Data in this exercise START
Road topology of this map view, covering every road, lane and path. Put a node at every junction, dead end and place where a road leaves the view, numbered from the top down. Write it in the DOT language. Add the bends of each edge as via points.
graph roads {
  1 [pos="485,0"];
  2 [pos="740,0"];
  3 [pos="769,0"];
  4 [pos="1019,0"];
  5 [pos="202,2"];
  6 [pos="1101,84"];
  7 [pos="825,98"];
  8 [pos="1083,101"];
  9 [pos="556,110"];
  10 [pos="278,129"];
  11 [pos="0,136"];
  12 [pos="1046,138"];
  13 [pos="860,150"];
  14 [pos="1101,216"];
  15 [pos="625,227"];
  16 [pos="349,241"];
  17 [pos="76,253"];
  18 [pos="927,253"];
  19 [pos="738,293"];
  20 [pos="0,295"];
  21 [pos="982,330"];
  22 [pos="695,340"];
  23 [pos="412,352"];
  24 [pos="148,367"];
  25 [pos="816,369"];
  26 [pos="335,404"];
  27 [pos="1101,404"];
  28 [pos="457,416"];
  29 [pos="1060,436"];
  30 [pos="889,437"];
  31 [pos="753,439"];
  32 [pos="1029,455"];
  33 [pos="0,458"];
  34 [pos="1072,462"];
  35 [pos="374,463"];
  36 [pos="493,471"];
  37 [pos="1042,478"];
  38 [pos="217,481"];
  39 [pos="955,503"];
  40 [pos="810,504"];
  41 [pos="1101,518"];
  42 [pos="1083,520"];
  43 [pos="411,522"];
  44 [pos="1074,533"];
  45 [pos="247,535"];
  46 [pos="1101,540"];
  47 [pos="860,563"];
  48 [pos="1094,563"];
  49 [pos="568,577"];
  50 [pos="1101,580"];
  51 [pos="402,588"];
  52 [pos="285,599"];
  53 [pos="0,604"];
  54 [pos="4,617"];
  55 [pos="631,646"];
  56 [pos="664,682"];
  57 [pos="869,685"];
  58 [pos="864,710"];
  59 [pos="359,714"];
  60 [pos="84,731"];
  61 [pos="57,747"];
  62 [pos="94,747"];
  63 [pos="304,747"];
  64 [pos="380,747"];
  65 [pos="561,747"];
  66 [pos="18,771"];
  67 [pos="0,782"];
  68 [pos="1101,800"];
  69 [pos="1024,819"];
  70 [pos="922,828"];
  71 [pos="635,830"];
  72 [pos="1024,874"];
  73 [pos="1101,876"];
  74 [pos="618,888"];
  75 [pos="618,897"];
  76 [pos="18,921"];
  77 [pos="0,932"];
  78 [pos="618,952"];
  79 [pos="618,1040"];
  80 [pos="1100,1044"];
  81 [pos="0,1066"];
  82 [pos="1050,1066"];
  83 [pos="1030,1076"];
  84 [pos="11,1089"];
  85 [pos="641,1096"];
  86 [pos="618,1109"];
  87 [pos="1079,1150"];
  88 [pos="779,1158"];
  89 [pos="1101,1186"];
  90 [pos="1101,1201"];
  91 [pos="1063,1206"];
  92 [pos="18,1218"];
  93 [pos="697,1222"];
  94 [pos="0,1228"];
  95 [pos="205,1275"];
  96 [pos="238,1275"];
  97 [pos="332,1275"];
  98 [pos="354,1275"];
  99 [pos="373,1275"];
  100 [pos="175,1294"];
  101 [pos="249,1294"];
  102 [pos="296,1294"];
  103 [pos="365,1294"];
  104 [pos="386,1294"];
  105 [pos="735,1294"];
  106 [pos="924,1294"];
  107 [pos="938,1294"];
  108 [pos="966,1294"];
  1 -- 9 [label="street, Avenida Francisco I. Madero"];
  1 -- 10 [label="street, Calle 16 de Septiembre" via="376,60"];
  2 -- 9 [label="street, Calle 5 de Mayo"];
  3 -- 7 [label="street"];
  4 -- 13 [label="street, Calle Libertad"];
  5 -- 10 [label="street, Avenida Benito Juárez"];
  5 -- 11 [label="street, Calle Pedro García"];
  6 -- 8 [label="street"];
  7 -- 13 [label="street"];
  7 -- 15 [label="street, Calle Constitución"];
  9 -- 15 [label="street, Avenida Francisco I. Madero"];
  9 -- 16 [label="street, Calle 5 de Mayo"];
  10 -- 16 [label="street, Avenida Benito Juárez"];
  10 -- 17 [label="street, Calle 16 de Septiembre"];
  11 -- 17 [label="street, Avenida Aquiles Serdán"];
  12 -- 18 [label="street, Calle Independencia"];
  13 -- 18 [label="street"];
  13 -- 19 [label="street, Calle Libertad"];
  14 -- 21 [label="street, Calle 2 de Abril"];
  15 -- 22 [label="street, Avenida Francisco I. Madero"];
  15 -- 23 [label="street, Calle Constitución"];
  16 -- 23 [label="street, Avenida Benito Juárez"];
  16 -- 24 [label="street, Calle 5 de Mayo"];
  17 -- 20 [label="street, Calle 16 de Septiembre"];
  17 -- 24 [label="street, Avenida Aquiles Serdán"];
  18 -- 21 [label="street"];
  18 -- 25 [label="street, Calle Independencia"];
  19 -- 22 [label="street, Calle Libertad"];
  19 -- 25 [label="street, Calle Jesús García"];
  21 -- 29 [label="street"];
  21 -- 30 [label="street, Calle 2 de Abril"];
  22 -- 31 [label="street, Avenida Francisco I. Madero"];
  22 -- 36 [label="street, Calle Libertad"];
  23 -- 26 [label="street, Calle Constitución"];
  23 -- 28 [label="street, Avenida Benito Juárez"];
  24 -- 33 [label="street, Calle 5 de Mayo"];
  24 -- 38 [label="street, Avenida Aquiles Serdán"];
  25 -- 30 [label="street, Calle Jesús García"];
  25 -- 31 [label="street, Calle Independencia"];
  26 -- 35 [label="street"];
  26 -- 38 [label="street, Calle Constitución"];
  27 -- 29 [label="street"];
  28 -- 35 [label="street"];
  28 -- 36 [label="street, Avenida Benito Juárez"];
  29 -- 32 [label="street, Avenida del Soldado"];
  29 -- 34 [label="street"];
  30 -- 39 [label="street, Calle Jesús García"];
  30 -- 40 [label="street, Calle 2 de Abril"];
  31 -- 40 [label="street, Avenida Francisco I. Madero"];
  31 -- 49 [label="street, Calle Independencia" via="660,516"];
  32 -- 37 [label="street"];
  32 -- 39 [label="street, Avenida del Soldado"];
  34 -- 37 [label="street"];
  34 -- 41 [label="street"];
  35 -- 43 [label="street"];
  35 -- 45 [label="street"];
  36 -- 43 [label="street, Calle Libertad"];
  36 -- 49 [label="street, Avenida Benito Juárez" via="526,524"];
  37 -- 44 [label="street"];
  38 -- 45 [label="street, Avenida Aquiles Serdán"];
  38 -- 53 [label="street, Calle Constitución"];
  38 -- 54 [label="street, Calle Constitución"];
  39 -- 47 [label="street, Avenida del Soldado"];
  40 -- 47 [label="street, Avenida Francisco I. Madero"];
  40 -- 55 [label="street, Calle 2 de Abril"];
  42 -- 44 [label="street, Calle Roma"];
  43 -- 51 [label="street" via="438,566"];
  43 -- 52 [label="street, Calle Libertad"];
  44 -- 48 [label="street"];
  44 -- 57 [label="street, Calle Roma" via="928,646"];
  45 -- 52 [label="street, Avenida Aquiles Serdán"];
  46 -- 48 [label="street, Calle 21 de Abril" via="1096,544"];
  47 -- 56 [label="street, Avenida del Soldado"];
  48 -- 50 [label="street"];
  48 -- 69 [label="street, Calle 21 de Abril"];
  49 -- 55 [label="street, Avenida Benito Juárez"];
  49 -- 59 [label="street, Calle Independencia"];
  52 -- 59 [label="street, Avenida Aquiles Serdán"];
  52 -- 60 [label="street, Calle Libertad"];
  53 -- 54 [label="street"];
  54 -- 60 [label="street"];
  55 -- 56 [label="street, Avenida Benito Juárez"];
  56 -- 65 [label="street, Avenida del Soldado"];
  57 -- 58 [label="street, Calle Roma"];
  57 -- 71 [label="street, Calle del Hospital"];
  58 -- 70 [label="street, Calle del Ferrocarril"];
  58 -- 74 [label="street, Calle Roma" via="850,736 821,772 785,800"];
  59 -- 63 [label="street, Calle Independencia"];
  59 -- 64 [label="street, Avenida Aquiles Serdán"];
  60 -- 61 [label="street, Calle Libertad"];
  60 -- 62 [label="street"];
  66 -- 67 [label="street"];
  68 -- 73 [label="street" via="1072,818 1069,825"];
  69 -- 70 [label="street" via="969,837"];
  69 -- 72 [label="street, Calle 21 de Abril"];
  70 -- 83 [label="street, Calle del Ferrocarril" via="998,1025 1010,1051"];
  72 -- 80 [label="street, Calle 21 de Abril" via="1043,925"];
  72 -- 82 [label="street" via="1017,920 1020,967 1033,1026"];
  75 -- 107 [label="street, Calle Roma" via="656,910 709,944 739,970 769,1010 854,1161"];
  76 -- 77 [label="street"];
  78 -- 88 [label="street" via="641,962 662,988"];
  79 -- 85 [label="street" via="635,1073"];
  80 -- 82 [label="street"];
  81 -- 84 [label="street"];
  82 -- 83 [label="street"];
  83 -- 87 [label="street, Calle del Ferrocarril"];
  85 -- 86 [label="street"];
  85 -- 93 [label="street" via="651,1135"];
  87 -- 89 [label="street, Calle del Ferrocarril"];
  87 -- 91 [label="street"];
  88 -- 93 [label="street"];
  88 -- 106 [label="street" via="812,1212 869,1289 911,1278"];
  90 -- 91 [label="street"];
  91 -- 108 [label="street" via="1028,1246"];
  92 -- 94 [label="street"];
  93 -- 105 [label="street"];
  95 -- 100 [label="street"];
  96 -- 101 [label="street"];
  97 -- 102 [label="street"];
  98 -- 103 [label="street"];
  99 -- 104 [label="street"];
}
Data in this exercise END
Find the word "Libertad" in the listing above, then copy each line where it turns up.

  4 -- 13 [label="street, Calle Libertad"];
  13 -- 19 [label="street, Calle Libertad"];
  19 -- 22 [label="street, Calle Libertad"];
  22 -- 36 [label="street, Calle Libertad"];
  36 -- 43 [label="street, Calle Libertad"];
  43 -- 52 [label="street, Calle Libertad"];
  52 -- 60 [label="street, Calle Libertad"];
  60 -- 61 [label="street, Calle Libertad"];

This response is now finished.